Kenneth L. Davis
Vice-Chair
Kenneth Davis is president and chief executive officer of the Mount Sinai Medical Center, and was dean of the Mount Sinai School of Medicine from 2003–2007. Under his leadership, Mount Sinai entered a new era of innovation in research, education, and clinical care. The Medical Center grew in both scope and ambition, accelerating the pace of scientific discovery and strengthening interdisciplinary collaboration.

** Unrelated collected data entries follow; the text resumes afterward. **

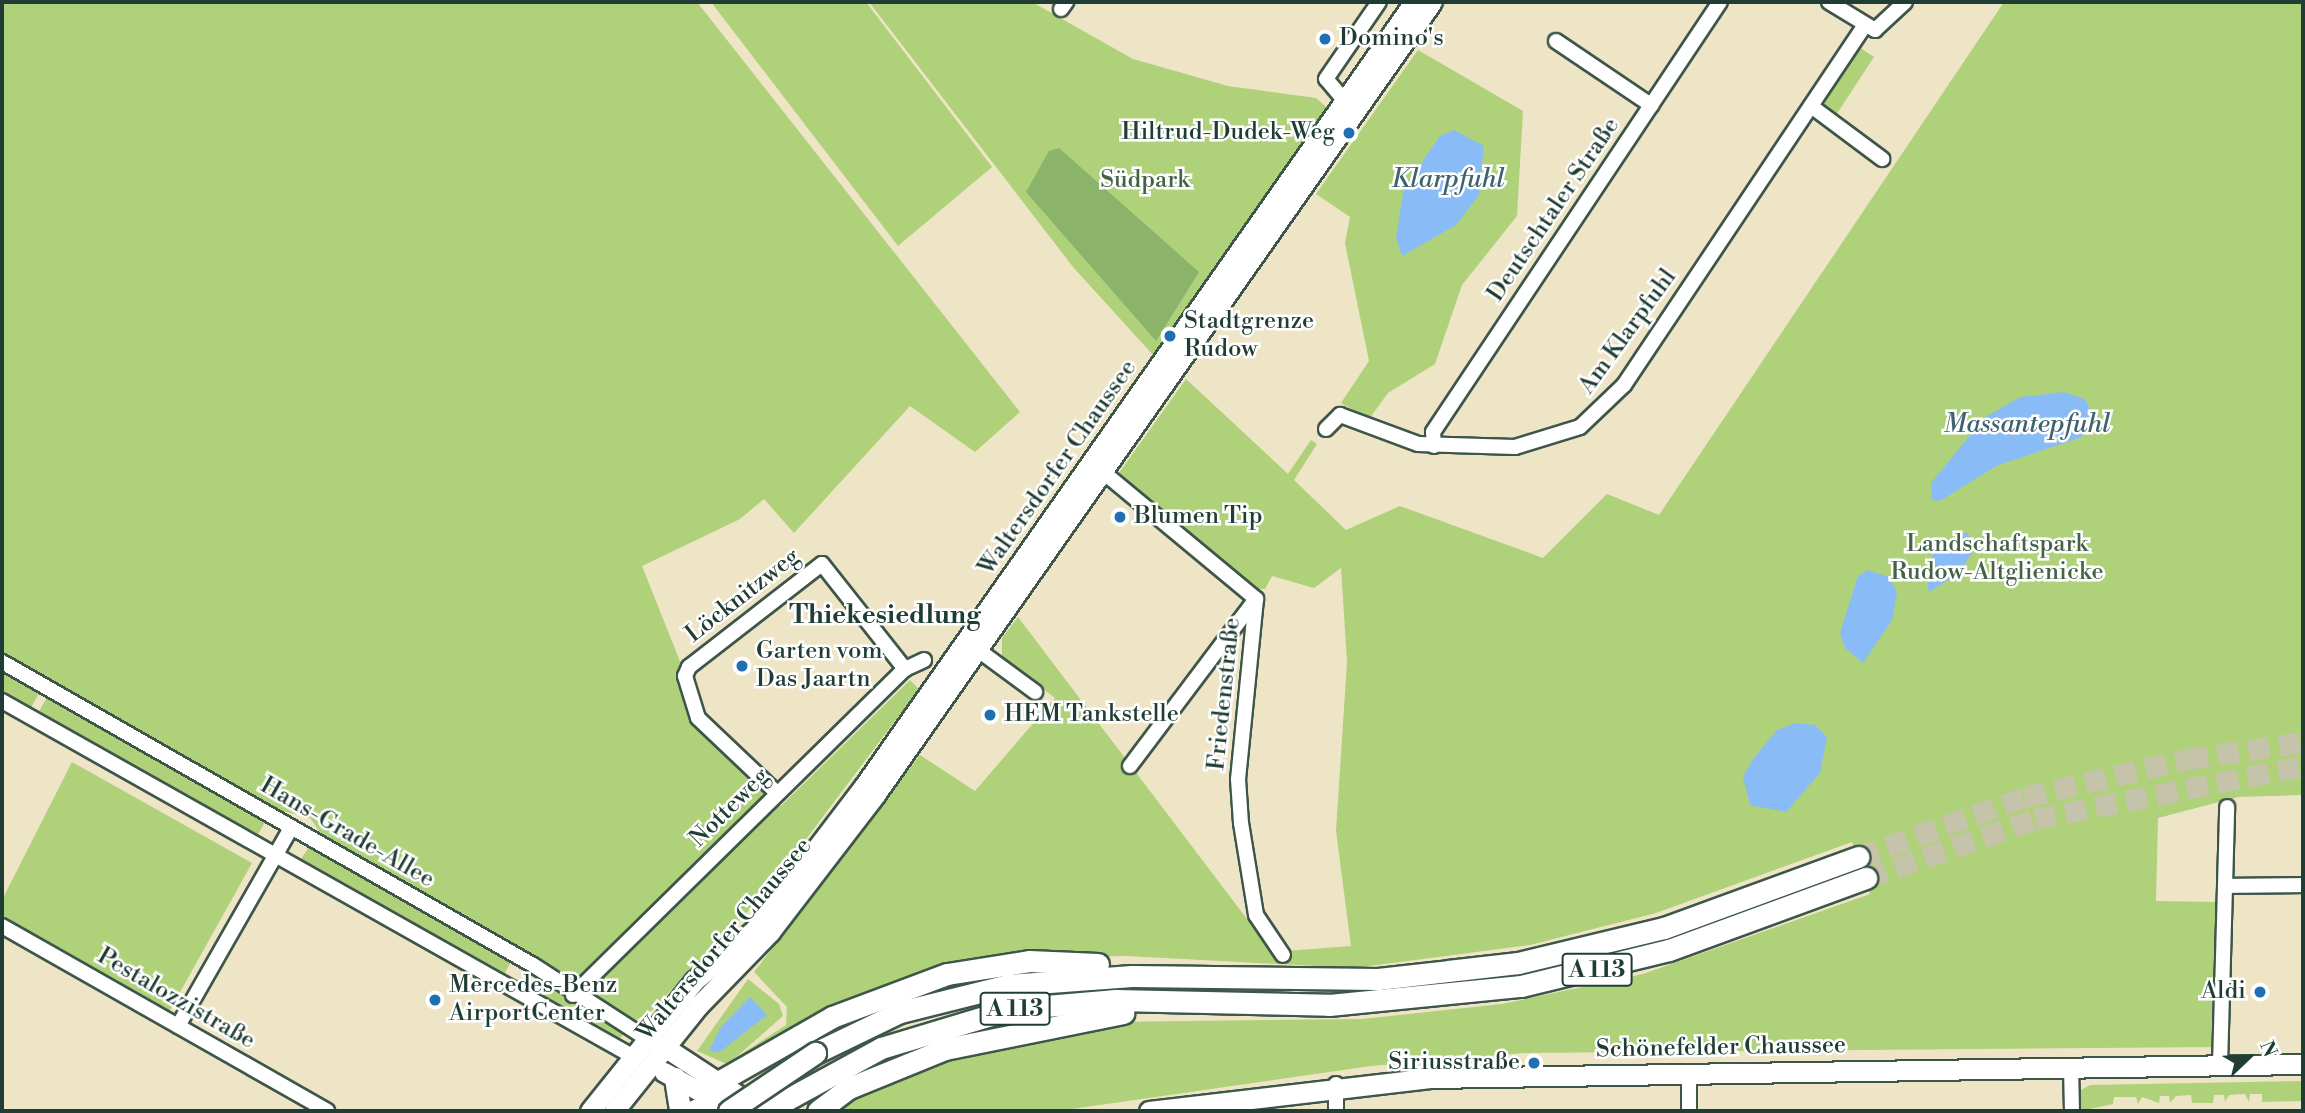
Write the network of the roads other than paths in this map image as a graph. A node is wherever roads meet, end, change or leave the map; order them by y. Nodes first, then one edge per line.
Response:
1 (1379, 2) edge
2 (1414, 2) edge
3 (1432, 2) edge
4 (1720, 2) edge
5 (1829, 2) edge
6 (1905, 2) edge
7 (1864, 26) junction
8 (1556, 41) dead end
9 (1651, 105) junction
10 (1350, 106) junction
11 (1811, 106) junction
12 (1882, 159) dead end
13 (1326, 429) dead end
14 (1434, 446) junction
15 (1098, 467) junction
16 (1256, 599) junction
17 (973, 646) junction
18 (924, 660) dead end
19 (2, 662) edge
20 (905, 669) junction
21 (1035, 692) dead end
22 (2, 701) edge
23 (1130, 766) dead end
24 (777, 793) junction
25 (2227, 807) dead end
26 (290, 828) junction
27 (275, 857) junction
28 (1858, 857) tunnel mouth
29 (1866, 878) tunnel mouth
30 (2303, 885) edge
31 (2225, 886) junction
32 (2, 926) edge
33 (1283, 955) dead end
34 (1132, 976) junction
35 (573, 995) junction
36 (1201, 1003) junction
37 (178, 1026) junction
38 (646, 1041) junction
39 (666, 1048) junction
40 (632, 1056) junction
41 (2303, 1064) edge
42 (653, 1065) junction
43 (2220, 1065) junction
44 (2071, 1068) junction
45 (1689, 1074) junction
46 (675, 1079) junction
47 (1336, 1084) junction
48 (731, 1102) edge
49 (815, 1109) edge
50 (327, 1111) edge
51 (590, 1111) edge
52 (614, 1111) edge
53 (680, 1111) edge
54 (693, 1111) edge
55 (763, 1111) edge
56 (1149, 1111) edge
57 (1336, 1111) edge
58 (1689, 1111) edge
59 (2072, 1111) edge

1 - 10 street
2 - 10 main road, Waltersdorfer Chaussee
3 - 10 main road, Waltersdorfer Chaussee
4 - 9 street, Deutschtaler Straße
5 - 7 street
6 - 7 street
7 - 11 street, Am Klarpfuhl
8 - 9 street
9 - 14 street, Deutschtaler Straße
10 - 15 main road, Waltersdorfer Chaussee
11 - 12 street
11 - 14 street, Am Klarpfuhl
13 - 14 street, Am Klarpfuhl
15 - 16 street, Friedenstraße
15 - 17 main road, Waltersdorfer Chaussee
16 - 23 street
16 - 33 street, Friedenstraße
17 - 21 street
17 - 38 main road, Waltersdorfer Chaussee
17 - 39 main road, Waltersdorfer Chaussee
18 - 20 street, Notteweg
19 - 26 street, Hans-Grade-Allee
20 - 24 street, Notteweg
20 - 24 street, Löcknitzweg
22 - 27 street
24 - 35 street, Notteweg
25 - 31 street
26 - 27 street
26 - 35 street, Hans-Grade-Allee
27 - 37 street
27 - 40 street
28 - 34 highway, A 113
29 - 36 highway, A 113
30 - 31 street
31 - 43 street
32 - 37 street, Pestalozzistraße
34 - 48 highway, A 113, bridge
34 - 48 highway
35 - 38 street, Hans-Grade-Allee
36 - 49 highway
36 - 55 highway, A 113
37 - 50 street, Pestalozzistraße
38 - 39 street, Hans-Grade-Allee
38 - 40 main road, Waltersdorfer Chaussee
39 - 42 main road, Waltersdorfer Chaussee
39 - 48 main road
40 - 42 main road
40 - 51 main road, Waltersdorfer Chaussee
41 - 43 main road, Schönefelder Chaussee
42 - 46 main road
42 - 52 main road, Waltersdorfer Chaussee
43 - 44 main road, Schönefelder Chaussee
44 - 45 main road, Schönefelder Chaussee
44 - 59 street
45 - 47 main road, Schönefelder Chaussee
45 - 58 street
46 - 48 main road
46 - 53 highway
47 - 56 main road, Schönefelder Chaussee
47 - 57 street
48 - 54 highway
48 - 55 main road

He joined the faculty at Mount Sinai in 1979, becoming Chief of Psychiatry at the Bronx Veterans Administration Medical Center, and later rose to chair of the Department of Psychiatry at Mount Sinai School of Medicine in 1987. At Mount Sinai, Dr. Davis spearheaded research investigating the biology of neuropsychiatric disease. From 1984 to 2002, he directed Mount Sinai's Alzheimer's Disease Research Center. He also directed the National Institute of Mental Health-funded Silvio O. Conte Center for the Neurosciences of Mental Disorders.
The author or coauthor of hundreds of scientific articles, he is also the recipient of numerous awards from several prestigious organizations, including the Society of Biological Psychiatry, the American College of Neuropsychopharmacology, the Alzheimer's Association, the American Psychiatric Association, and the National Association for Mental Illness. In 2001 he was elected to membership in the Institute of Medicine of the National Academy of Sciences.
Among his leadership positions, he has been president of the American College of Neuropsychopharmacology; chair of the Board of Governors for the Greater New York Hospital Association; chair of the Board of Directors at the League of Voluntary Hospitals and Homes of New York; and chair of the New York Academy of Medicine Deans Council. In 2006 he was elected a trustee of the New York Academy of Medicine, where he is now secretary of the board.
He received a bachelor's degree magna cum laude from Yale College. He earned his medical degree from Mount Sinai School of Medicine, where he was valedictorian, and then completed his postdoctoral training in psychiatry and pharmacology at Stanford University Medical Center.